Within the entries below, find the portion that opens with the line containing "import math" and closes with the line containing "options.set_hint_style(cairo.HINT_STYLE_NONE)". Retype that portion exactly and only.

··· Input records

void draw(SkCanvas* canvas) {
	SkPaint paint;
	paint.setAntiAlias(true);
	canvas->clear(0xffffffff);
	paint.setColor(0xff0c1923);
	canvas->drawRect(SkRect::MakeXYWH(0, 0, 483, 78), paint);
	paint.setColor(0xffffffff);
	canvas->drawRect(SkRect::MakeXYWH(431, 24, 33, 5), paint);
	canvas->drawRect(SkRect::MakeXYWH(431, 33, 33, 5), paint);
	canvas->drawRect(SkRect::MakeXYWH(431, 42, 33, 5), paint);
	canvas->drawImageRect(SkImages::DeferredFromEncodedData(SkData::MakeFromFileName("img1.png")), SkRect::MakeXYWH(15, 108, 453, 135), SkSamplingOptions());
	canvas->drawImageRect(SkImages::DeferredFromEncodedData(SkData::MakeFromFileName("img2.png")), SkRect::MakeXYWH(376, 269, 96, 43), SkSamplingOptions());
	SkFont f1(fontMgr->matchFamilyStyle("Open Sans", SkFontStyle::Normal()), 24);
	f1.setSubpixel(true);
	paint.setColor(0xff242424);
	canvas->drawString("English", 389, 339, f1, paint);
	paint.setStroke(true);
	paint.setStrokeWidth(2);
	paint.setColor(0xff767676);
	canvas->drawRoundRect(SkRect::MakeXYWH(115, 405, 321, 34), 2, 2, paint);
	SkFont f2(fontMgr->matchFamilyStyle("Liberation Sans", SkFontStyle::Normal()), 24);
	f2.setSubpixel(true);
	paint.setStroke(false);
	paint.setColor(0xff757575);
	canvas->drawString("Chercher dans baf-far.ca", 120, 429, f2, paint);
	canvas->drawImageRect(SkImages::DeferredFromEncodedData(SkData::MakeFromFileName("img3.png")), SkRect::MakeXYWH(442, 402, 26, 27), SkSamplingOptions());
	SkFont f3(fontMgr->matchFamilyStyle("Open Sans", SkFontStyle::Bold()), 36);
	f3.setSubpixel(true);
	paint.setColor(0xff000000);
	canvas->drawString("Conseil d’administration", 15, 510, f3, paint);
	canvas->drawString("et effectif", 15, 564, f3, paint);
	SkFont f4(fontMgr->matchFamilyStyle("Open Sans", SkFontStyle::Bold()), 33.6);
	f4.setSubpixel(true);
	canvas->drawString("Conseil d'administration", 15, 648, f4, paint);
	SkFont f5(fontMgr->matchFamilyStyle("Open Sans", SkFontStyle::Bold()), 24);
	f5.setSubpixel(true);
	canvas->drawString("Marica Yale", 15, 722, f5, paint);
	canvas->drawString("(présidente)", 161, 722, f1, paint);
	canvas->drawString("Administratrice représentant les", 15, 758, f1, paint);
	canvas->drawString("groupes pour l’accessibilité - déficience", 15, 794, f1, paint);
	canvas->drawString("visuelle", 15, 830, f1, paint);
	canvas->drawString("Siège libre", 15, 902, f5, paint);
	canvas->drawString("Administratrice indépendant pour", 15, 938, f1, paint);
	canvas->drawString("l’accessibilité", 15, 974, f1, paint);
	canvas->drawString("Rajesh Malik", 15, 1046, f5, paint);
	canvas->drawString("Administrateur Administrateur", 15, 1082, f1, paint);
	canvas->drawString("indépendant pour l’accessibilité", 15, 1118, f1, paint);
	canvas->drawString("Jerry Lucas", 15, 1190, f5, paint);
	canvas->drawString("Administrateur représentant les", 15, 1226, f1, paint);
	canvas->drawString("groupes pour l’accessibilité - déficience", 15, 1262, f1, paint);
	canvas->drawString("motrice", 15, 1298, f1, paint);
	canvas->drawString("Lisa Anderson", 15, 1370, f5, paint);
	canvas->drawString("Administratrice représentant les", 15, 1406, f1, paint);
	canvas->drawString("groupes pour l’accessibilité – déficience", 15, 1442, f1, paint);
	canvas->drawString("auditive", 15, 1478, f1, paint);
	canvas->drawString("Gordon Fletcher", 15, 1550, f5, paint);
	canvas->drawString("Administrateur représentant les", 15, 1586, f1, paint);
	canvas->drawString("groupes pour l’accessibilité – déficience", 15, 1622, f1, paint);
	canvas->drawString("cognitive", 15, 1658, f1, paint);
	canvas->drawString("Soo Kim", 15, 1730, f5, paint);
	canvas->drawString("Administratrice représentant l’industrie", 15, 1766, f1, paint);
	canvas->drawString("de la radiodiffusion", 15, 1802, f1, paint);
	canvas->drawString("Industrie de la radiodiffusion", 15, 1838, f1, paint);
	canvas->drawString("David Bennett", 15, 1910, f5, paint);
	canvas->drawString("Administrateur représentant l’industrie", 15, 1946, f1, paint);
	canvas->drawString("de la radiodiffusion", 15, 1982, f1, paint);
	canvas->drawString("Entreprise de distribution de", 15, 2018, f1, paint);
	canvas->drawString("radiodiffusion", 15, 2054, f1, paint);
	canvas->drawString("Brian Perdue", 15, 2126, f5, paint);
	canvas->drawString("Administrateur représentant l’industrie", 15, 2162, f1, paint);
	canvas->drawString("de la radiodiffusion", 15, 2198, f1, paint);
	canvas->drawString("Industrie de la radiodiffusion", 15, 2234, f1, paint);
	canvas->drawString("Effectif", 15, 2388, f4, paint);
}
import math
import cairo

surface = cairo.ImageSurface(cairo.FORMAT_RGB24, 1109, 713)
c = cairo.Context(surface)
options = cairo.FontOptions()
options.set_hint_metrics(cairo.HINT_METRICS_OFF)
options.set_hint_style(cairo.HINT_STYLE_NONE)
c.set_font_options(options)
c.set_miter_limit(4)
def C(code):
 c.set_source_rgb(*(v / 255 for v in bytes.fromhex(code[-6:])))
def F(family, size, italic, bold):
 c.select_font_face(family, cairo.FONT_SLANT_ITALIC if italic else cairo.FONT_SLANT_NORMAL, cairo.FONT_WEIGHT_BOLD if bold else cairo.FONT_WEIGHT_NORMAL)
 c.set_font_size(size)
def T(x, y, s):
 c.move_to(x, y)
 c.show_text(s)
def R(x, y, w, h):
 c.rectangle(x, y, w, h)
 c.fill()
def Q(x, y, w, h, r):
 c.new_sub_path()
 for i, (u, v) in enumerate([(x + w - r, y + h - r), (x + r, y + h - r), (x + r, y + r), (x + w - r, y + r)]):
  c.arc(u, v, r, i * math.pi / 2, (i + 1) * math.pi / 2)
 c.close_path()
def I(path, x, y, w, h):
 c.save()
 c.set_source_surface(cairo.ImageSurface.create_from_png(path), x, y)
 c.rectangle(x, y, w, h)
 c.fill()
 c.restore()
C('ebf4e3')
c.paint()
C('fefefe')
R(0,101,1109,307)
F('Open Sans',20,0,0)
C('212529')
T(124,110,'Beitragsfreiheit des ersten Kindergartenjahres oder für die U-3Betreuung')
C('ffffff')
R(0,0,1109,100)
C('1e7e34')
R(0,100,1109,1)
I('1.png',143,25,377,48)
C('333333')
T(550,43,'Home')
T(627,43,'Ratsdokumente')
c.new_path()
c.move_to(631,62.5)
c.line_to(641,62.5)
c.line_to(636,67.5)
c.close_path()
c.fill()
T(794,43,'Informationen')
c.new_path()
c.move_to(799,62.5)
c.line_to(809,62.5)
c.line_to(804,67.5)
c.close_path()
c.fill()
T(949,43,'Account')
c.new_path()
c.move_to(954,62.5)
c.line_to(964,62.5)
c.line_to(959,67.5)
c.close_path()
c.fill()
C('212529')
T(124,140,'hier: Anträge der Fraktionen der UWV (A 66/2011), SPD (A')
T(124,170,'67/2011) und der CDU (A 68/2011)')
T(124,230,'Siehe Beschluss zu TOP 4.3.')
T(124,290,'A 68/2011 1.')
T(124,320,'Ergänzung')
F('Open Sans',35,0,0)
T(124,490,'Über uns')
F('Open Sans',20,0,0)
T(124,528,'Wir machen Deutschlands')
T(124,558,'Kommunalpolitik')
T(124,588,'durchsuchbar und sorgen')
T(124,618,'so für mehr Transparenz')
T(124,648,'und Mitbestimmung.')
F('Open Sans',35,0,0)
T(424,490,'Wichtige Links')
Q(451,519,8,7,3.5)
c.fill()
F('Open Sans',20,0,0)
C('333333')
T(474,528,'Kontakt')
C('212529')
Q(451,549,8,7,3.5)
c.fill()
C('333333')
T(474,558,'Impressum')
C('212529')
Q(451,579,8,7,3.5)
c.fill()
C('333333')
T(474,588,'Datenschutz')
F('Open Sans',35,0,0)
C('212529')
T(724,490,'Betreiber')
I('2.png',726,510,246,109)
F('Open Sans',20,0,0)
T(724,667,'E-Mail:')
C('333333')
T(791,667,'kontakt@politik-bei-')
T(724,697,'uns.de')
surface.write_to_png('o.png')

······

» Response:
import math
import cairo

surface = cairo.ImageSurface(cairo.FORMAT_RGB24, 1109, 713)
c = cairo.Context(surface)
options = cairo.FontOptions()
options.set_hint_metrics(cairo.HINT_METRICS_OFF)
options.set_hint_style(cairo.HINT_STYLE_NONE)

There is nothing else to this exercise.